The Weight of Heaven pendant. In many ways, Arthur Erickson's Museum of
Anthropology in Vancouver, BC, is an inheritor and assimilator of three great
cross-cultural influences: the Acropolis in Athens, the Japanese Shinto Shrine,
and the Native Haida Village.

Out of poured concrete and glass, Erickson created a soaring monument to civilization.
Often described as an inherently post-and-beam style architect, he used as his leitmotif,
on a massive totemic scale, the post-and-beam house frames of a Haida village, to
fittingly encase the Museum's collection of totem poles and Northwest Coast artifacts.

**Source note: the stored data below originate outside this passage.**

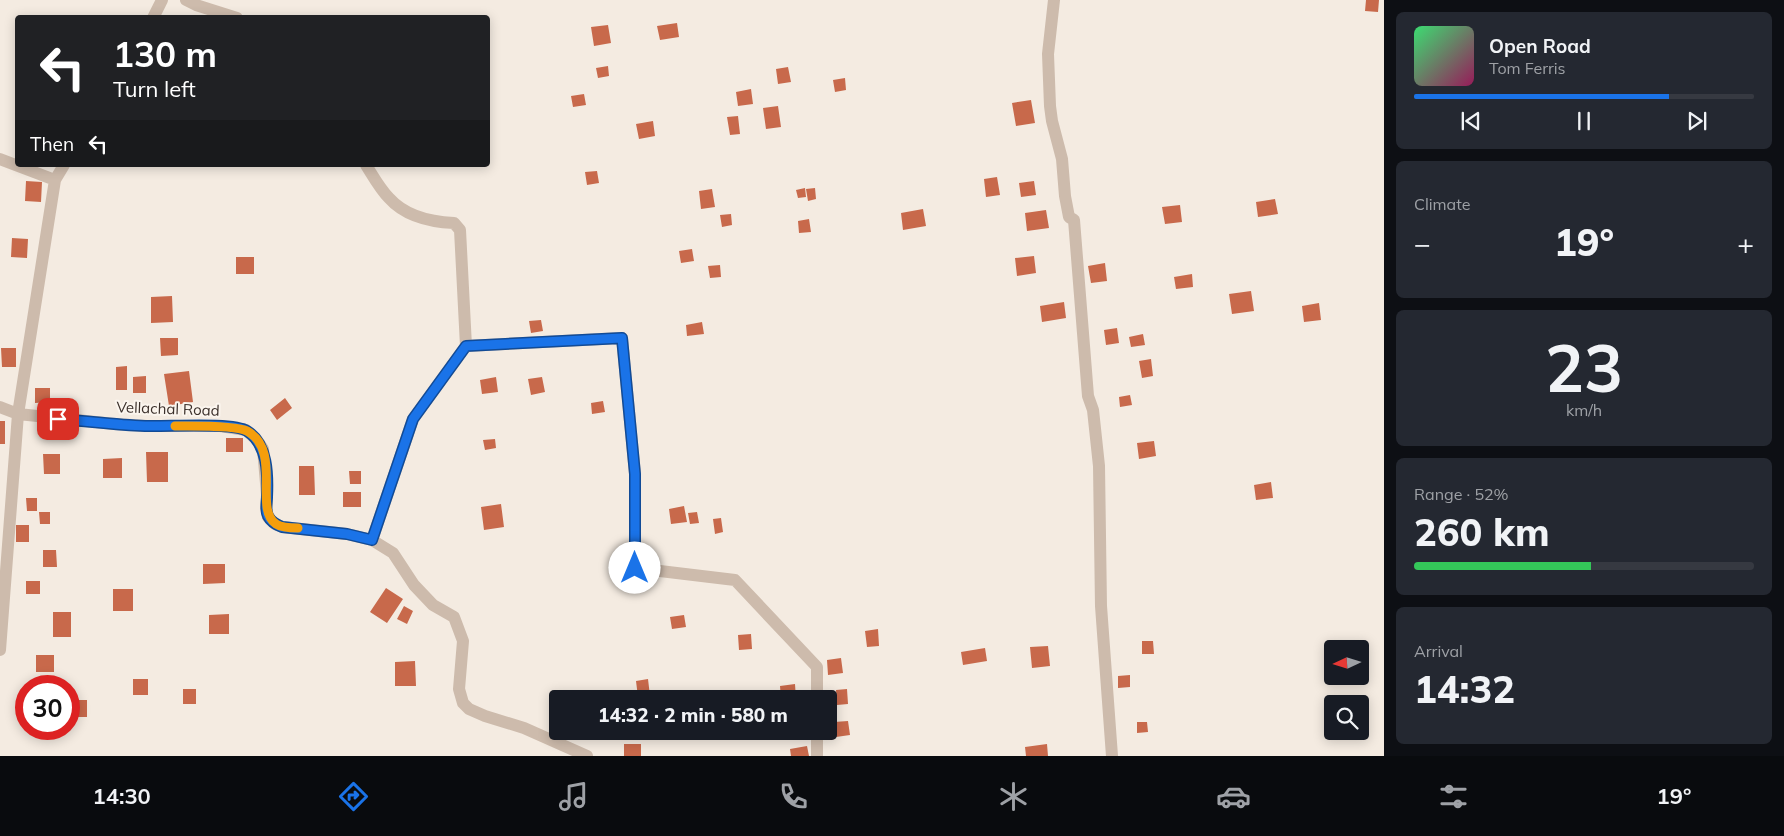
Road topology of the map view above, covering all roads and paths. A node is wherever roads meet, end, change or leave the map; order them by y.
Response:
1 (162, 0) edge
2 (186, 0) edge
3 (1054, 0) edge
4 (154, 15) edge
5 (228, 15) edge
6 (0, 159) edge
7 (15, 165) edge
8 (21, 167) edge
9 (63, 167) edge
10 (367, 167) edge
11 (55, 180) junction
12 (466, 346) junction
13 (0, 407) edge
14 (18, 414) junction
15 (372, 540) junction
16 (0, 650) edge
17 (817, 690) edge
18 (817, 740) edge
19 (587, 756) edge
20 (817, 756) edge
21 (1112, 756) edge

1 - 4 street
2 - 5 street
3 - 21 street
6 - 7 street
8 - 11 street
9 - 11 street
10 - 12 street
11 - 14 street
12 - 15 street
12 - 17 street
13 - 14 street, Vellachal Road
14 - 15 street, Vellachal Road
14 - 16 street
15 - 19 street, Vellachal Road
18 - 20 street

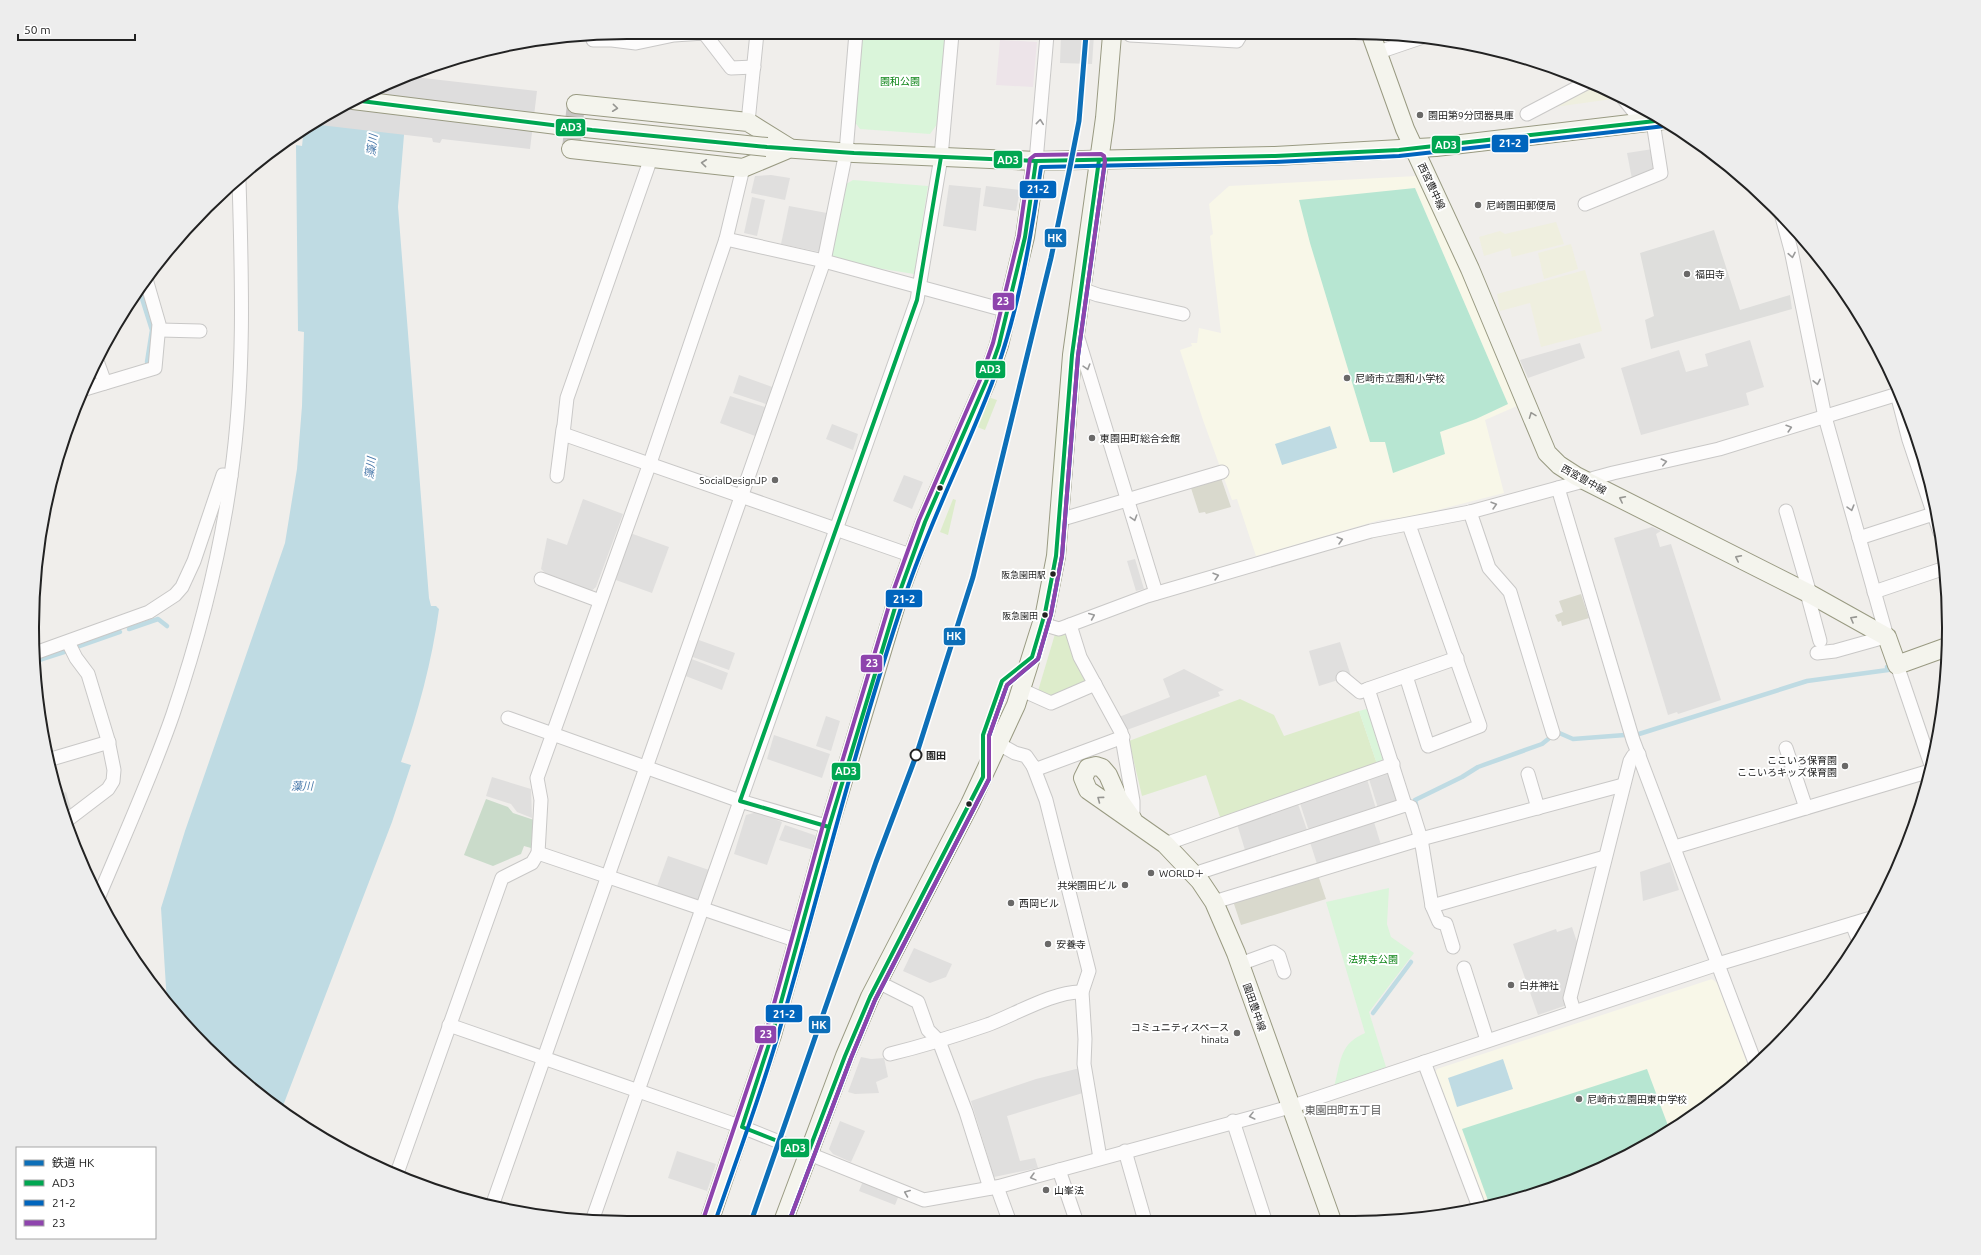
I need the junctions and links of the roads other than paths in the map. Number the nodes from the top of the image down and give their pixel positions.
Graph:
1 (653, 39) edge
2 (709, 39) edge
3 (756, 39) edge
4 (855, 39) edge
5 (952, 39) edge
6 (1047, 39) edge
7 (1112, 39) edge
8 (1191, 39) edge
9 (1238, 39) edge
10 (593, 40) dead end
11 (1400, 41) edge
12 (1374, 45) edge
13 (754, 67) junction
14 (1583, 86) edge
15 (364, 101) edge
16 (576, 104) dead end
17 (1527, 114) dead end
18 (748, 122) junction
19 (1653, 122) edge
20 (790, 148) junction
21 (571, 149) dead end
22 (1414, 149) junction
23 (846, 152) junction
24 (941, 157) junction
25 (651, 158) junction
26 (1100, 160) junction
27 (1036, 161) junction
28 (743, 168) junction
29 (239, 185) edge
30 (1585, 204) dead end
31 (1785, 227) edge
32 (726, 239) junction
33 (824, 261) junction
34 (148, 287) edge
35 (920, 287) junction
36 (1081, 289) junction
37 (1008, 311) junction
38 (1183, 314) dead end
39 (160, 330) junction
40 (1075, 330) junction
41 (200, 331) dead end
42 (100, 368) edge
43 (105, 383) junction
44 (91, 387) edge
45 (1894, 395) edge
46 (1825, 417) junction
47 (563, 429) junction
48 (650, 463) junction
49 (1222, 472) dead end
50 (231, 476) junction
51 (557, 476) dead end
52 (1585, 480) junction
53 (1558, 488) junction
54 (743, 496) junction
55 (1128, 500) junction
56 (1786, 511) dead end
57 (1470, 512) junction
58 (1931, 515) edge
59 (1059, 520) junction
60 (1409, 525) junction
61 (836, 530) junction
62 (1859, 538) junction
63 (913, 556) junction
64 (1939, 570) edge
65 (541, 580) dead end
66 (1874, 592) junction
67 (1809, 593) junction
68 (1156, 594) junction
69 (600, 601) junction
70 (1042, 624) junction
71 (1070, 625) junction
72 (1886, 637) junction
73 (68, 642) junction
74 (1941, 649) edge
75 (40, 651) edge
76 (1457, 658) junction
77 (1897, 665) junction
78 (1406, 676) junction
79 (1343, 678) dead end
80 (1095, 684) junction
81 (1368, 689) junction
82 (1022, 690) junction
83 (508, 718) dead end
84 (1553, 733) dead end
85 (552, 735) junction
86 (1123, 737) junction
87 (108, 742) junction
88 (999, 744) junction
89 (1786, 748) dead end
90 (1639, 754) junction
91 (1928, 754) edge
92 (54, 758) edge
93 (1393, 764) junction
94 (1033, 766) junction
95 (646, 767) junction
96 (1924, 773) edge
97 (1528, 774) dead end
98 (1623, 785) junction
99 (740, 801) junction
100 (1405, 805) junction
101 (1538, 808) junction
102 (1806, 808) junction
103 (70, 818) edge
104 (1133, 820) joint
105 (829, 828) junction
106 (1424, 838) junction
107 (1165, 844) junction
108 (1675, 847) junction
109 (538, 853) junction
110 (1605, 857) junction
111 (1194, 874) junction
112 (608, 876) junction
113 (101, 890) edge
114 (1214, 902) junction
115 (1432, 906) junction
116 (703, 909) junction
117 (1864, 920) edge
118 (1852, 924) junction
119 (1856, 934) edge
120 (798, 941) junction
121 (1453, 947) dead end
122 (1240, 964) junction
123 (1718, 964) junction
124 (1464, 968) dead end
125 (1284, 972) dead end
126 (878, 982) junction
127 (1082, 992) junction
128 (1574, 1012) junction
129 (449, 1025) junction
130 (1487, 1040) junction
131 (938, 1041) junction
132 (890, 1054) dead end
133 (544, 1058) junction
134 (1754, 1059) edge
135 (1424, 1062) junction
136 (637, 1091) junction
137 (1290, 1107) junction
138 (1233, 1121) junction
139 (742, 1127) junction
140 (1125, 1151) junction
141 (808, 1153) junction
142 (1100, 1158) junction
143 (398, 1169) edge
144 (1059, 1170) junction
145 (993, 1187) junction
146 (494, 1200) edge
147 (1477, 1203) edge
148 (594, 1215) edge
149 (711, 1216) edge
150 (785, 1216) edge
151 (1007, 1216) edge
152 (1075, 1216) edge
153 (1144, 1216) edge
154 (1264, 1216) edge
155 (1330, 1216) edge

1 - 10 street
2 - 13 street
3 - 13 street
4 - 23 street
5 - 24 street
27 -> 6 street
7 - 26 street
8 - 9 street
11 - 12 street
12 - 22 street, 西宮豊中線
13 - 18 street
14 - 17 street
15 - 20 street, bridge
16 -> 18 street
18 - 20 street
19 - 22 street
19 - 30 street
20 - 23 street
20 - 28 street
21 - 25 street
22 - 26 street
52 -> 22 street, 西宮豊中線
23 - 24 street
23 - 33 street
24 - 27 street
24 - 35 street
28 -> 25 street
25 - 47 street
26 - 27 street
26 - 36 street
27 - 37 street
28 - 32 street
29 - 50 street
31 -> 46 street
32 - 33 street
32 - 48 street
33 - 35 street
33 - 54 street
34 - 39 street
35 - 37 street
35 - 61 street
36 - 38 street
36 - 40 street
37 - 63 street
39 - 41 street
39 - 43 street
40 -> 55 street
40 - 59 street
42 - 43 street
43 - 44 street
45 - 46 street
52 -> 46 street
46 -> 62 street
47 - 48 street
47 - 51 street
48 - 54 street
48 - 69 street
49 - 55 street
50 - 73 street
50 - 113 street
52 - 53 street
67 -> 52 street, 西宮豊中線
57 -> 53 street
53 - 90 street
54 - 61 street
54 - 95 street
55 - 59 street
55 -> 68 street
56 - 67 street
57 - 60 street
57 - 84 street
58 - 62 street
59 - 70 street
68 -> 60 street
60 - 76 street
61 - 63 street
61 - 99 street
62 - 66 street
63 - 105 street
64 - 66 street
65 - 69 street
66 - 72 street
72 -> 67 street, 西宮豊中線
67 - 72 street
71 -> 68 street
69 - 85 street
70 - 71 street
70 - 82 street
71 - 80 street
72 - 77 street
73 - 75 street
73 - 87 street
74 - 77 street
76 - 78 street
76 - 78 street
77 - 91 street
78 - 81 street
79 - 81 street
80 - 82 street
80 - 86 street
81 - 93 street
82 - 88 street
83 - 85 street
85 - 95 street
85 - 109 street
86 - 94 street
86 - 104 street
87 - 92 street
87 - 103 street
88 - 94 street
88 - 126 street
89 - 102 street
90 - 98 street
90 - 108 street
93 - 100 street
93 - 107 street
94 - 127 street
95 - 99 street
95 - 112 street
96 - 102 street
97 - 101 street
98 - 101 street
98 - 110 street
99 - 105 street
99 - 116 street
100 - 106 street
100 - 111 street
101 - 106 street
102 - 108 street
104 - 107 street, 園田豊中線
105 - 120 street
106 - 114 street
106 - 115 street
107 - 111 street, 園田豊中線
108 - 123 street
109 - 112 street
109 - 129 street
110 - 115 street
110 - 128 street
111 - 114 street, 園田豊中線
112 - 116 street
112 - 133 street
114 - 122 street, 園田豊中線
115 - 121 street
116 - 120 street
116 - 136 street
117 - 118 street
118 - 119 street
118 - 123 street
120 - 139 street
122 - 125 street
122 - 137 street, 園田豊中線
123 - 128 street
123 - 134 street
124 - 130 street
126 - 131 street
126 - 141 street
127 - 131 street
127 - 142 street
128 - 130 street
129 - 133 street
129 - 143 street
130 - 135 street
131 - 132 street
131 - 145 street
133 - 136 street
133 - 146 street
135 - 137 street
135 - 147 street
136 - 139 street
136 - 148 street
137 -> 138 street
137 - 155 street, 園田豊中線
138 - 140 street
138 - 154 street
139 - 141 street
139 - 149 street
140 - 142 street
140 - 153 street
145 -> 141 street
141 - 150 street
142 - 144 street
144 -> 145 street
144 - 152 street
145 - 151 street

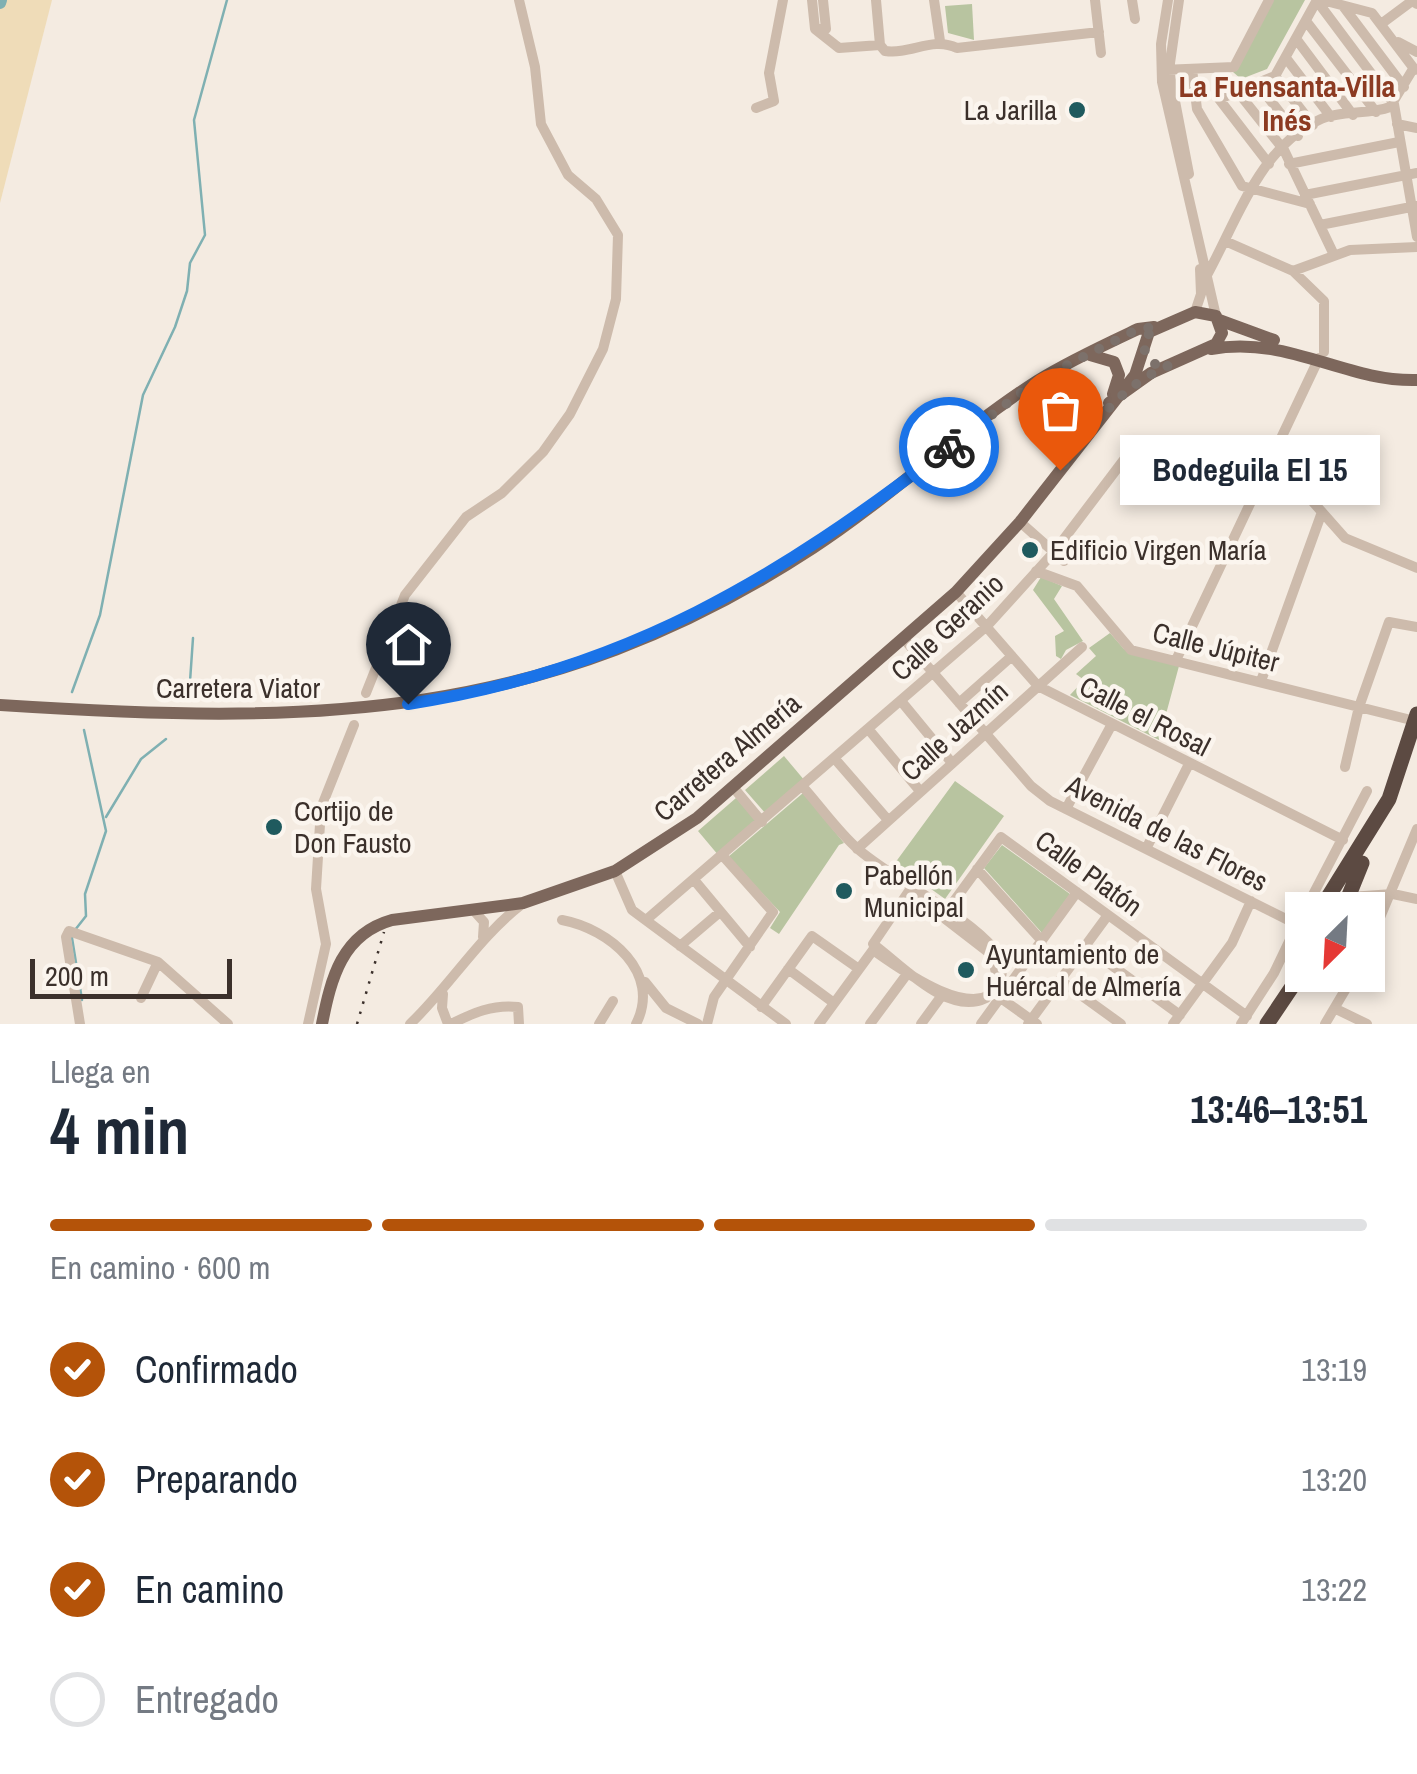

From the Acropolis, which he had visited as a young man, he derived the topographical
siting for his monument. Like the Acropolis, the Museum is located at a high elevation,
on the cliffs of Point Grey, overlooking Vancouver's English Bay; water being an
essential boundary for totem poles.

Erickson also felt that a Museum of Native Art must reconcile sacred space with public
passage. The repetitive rhythm of his massive posts and beams echo the role of the
torii, which, itself a post-and-beam motif, and often laid out in repeated pattern,
symbolizes the gateway between the sacred and profane worlds.

The title for the pendant is derived from Mr. Erickson's article of the same name, published in Canadian Architect March 1964.

Included in the Architecture as Ornament exhibition, June 2007.

Solid sterling silver.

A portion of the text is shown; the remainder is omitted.